The Pattern field expects a Regex.
Here are some useful Regex examples :
UK Post Code
^([A-Z]{1,2}[0-9][0-9A-Z]?\s?[0-9][A-Z]{2})$
US Zip Code
^\d{5}(?:-\d{4})?$
AU Post Code
^\d{4}$
US Social Security Numbers
^(?!666|000|9\\d{2})\\d{3}-(?!00)\\d{2}-(?!0000)\\d{4}$
AU Tax File Number
^\d{9}$
Number - (Support Case)
Just like String, if you’re looking for a general number you can leave the minimum and maximum values blank, but if you know the number has a specific range then you can set that range to reduce the likelihood of false positive hits you may encounter.
Boolean - Existing customer
Using a boolean variable is a create way to capture a yes or no type answer to a question, such as whether your customer already has an account with your business.
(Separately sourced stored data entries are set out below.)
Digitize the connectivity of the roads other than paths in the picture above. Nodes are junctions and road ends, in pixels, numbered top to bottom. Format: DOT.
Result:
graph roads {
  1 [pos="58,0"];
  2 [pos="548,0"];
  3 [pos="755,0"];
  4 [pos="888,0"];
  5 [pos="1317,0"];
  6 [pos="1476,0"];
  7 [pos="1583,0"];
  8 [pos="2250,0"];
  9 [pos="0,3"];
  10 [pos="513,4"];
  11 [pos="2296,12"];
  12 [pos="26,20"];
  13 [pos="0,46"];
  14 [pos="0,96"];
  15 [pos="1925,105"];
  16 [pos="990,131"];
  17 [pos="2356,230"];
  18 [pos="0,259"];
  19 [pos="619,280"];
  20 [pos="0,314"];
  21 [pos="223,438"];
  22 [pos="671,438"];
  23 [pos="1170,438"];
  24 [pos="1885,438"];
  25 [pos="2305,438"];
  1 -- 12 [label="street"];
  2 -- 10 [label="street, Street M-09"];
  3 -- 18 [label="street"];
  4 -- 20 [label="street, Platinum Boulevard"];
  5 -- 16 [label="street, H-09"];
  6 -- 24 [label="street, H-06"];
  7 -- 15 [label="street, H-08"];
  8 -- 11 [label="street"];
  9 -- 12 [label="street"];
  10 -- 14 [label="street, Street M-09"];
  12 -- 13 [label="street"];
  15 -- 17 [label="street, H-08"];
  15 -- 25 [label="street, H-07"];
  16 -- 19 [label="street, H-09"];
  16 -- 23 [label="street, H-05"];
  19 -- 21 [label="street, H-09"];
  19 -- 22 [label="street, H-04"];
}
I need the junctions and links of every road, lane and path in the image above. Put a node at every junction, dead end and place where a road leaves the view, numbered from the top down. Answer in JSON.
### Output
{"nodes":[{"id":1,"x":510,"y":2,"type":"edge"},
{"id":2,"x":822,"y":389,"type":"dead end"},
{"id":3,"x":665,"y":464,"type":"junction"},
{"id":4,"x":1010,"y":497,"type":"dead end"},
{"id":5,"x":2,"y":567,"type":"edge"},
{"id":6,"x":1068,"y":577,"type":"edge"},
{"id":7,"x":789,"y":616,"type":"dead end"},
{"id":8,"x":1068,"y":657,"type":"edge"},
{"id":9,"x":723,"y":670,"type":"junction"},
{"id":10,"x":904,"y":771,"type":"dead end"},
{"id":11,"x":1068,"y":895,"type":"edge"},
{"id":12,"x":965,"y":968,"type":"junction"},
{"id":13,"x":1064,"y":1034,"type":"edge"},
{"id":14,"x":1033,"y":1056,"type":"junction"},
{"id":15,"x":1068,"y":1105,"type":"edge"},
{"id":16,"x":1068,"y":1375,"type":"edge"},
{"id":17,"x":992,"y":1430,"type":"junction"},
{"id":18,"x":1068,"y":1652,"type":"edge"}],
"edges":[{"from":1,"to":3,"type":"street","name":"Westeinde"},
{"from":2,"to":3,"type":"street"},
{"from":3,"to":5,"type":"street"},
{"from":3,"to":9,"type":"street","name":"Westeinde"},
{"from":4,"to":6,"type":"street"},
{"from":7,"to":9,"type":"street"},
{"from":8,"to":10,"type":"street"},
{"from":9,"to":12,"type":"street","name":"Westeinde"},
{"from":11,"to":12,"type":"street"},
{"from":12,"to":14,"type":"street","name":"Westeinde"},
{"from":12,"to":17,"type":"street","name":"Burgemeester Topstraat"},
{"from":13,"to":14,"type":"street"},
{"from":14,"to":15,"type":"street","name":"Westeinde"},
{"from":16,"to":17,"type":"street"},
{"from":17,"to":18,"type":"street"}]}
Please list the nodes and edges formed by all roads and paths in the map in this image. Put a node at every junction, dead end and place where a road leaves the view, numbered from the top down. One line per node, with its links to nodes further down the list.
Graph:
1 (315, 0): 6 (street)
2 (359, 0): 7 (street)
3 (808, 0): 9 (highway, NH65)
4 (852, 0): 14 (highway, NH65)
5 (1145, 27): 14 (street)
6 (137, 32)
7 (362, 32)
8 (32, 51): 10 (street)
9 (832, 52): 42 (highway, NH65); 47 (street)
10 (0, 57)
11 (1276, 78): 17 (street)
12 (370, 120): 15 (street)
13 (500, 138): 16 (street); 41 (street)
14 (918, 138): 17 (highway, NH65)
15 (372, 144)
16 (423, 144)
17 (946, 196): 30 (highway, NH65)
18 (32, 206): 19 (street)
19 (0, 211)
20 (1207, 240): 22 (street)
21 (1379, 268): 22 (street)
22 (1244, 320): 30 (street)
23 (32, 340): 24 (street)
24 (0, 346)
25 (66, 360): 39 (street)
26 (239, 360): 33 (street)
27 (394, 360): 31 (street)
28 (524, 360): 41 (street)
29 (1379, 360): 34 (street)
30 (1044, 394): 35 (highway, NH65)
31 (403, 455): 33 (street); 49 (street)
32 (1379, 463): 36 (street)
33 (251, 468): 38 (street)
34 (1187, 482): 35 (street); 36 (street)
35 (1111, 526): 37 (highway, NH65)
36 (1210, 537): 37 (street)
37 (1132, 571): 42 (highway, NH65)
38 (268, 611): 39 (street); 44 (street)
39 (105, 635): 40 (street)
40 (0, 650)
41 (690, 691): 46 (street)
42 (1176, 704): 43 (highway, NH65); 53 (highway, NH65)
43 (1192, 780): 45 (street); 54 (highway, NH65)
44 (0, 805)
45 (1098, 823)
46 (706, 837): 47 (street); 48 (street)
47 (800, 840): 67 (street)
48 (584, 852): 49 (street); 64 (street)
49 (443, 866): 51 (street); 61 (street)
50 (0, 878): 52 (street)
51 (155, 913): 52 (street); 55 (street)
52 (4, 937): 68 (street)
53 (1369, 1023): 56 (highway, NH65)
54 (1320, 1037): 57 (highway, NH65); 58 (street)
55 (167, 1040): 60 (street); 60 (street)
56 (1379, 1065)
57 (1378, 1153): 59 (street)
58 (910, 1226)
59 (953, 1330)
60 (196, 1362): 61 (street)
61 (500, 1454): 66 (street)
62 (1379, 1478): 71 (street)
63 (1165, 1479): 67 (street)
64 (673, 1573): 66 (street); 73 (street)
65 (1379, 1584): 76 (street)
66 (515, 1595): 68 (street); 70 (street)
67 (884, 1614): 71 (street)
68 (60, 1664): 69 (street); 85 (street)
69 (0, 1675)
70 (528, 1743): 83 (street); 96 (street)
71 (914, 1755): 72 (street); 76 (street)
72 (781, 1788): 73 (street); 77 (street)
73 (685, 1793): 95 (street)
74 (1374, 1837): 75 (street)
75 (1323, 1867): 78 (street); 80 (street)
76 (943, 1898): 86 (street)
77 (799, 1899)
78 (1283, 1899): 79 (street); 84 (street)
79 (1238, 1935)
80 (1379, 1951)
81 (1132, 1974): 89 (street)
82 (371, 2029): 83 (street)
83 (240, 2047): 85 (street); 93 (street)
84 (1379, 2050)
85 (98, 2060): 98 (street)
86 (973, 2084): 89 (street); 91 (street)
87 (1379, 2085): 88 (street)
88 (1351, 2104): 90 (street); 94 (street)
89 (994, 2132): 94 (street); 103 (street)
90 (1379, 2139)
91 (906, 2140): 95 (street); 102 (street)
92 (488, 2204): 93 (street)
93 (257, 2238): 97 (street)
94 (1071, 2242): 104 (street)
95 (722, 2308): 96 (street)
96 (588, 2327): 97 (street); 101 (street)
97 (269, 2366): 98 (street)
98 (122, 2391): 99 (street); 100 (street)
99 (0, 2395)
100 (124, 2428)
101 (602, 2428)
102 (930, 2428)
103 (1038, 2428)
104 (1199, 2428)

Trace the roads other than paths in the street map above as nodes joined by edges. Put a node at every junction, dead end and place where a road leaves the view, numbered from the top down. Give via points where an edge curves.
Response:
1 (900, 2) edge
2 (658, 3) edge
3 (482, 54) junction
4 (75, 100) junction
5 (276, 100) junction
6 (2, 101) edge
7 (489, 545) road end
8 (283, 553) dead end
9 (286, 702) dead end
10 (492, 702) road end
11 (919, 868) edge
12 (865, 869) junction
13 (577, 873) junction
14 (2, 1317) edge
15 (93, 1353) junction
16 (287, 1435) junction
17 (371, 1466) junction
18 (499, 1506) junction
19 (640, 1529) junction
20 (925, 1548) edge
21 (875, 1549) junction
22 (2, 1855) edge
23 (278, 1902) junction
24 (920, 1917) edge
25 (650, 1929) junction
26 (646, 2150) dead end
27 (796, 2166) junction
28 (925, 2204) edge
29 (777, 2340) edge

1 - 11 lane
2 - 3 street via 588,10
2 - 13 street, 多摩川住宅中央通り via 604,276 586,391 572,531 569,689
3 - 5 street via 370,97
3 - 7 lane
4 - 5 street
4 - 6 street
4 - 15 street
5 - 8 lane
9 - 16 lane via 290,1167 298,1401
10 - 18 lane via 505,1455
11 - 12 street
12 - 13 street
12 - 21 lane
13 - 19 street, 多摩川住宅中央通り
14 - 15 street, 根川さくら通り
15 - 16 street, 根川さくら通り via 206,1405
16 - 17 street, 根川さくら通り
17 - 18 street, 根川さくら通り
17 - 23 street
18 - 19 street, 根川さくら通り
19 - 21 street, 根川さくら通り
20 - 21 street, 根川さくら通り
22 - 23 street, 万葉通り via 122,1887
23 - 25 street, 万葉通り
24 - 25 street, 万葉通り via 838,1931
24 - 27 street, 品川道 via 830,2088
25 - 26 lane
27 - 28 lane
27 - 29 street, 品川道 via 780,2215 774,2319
In this example you use this information to change the destination or priority of the call based upon your business needs.
Selection - (Starter Tier, Standard Tier, Enterprise Tier)
Selection is a great way to provide your customers with some set options to select one from, for example determining what product tier they are currently on or looking to upgrade to.
Note remember to ask your AI to describe all the available options before getting an answer.
To add an entry simply type it into the selection field and click ‘Add Tag’.
Multi Selection - (Product 1, Product 2, Product 3)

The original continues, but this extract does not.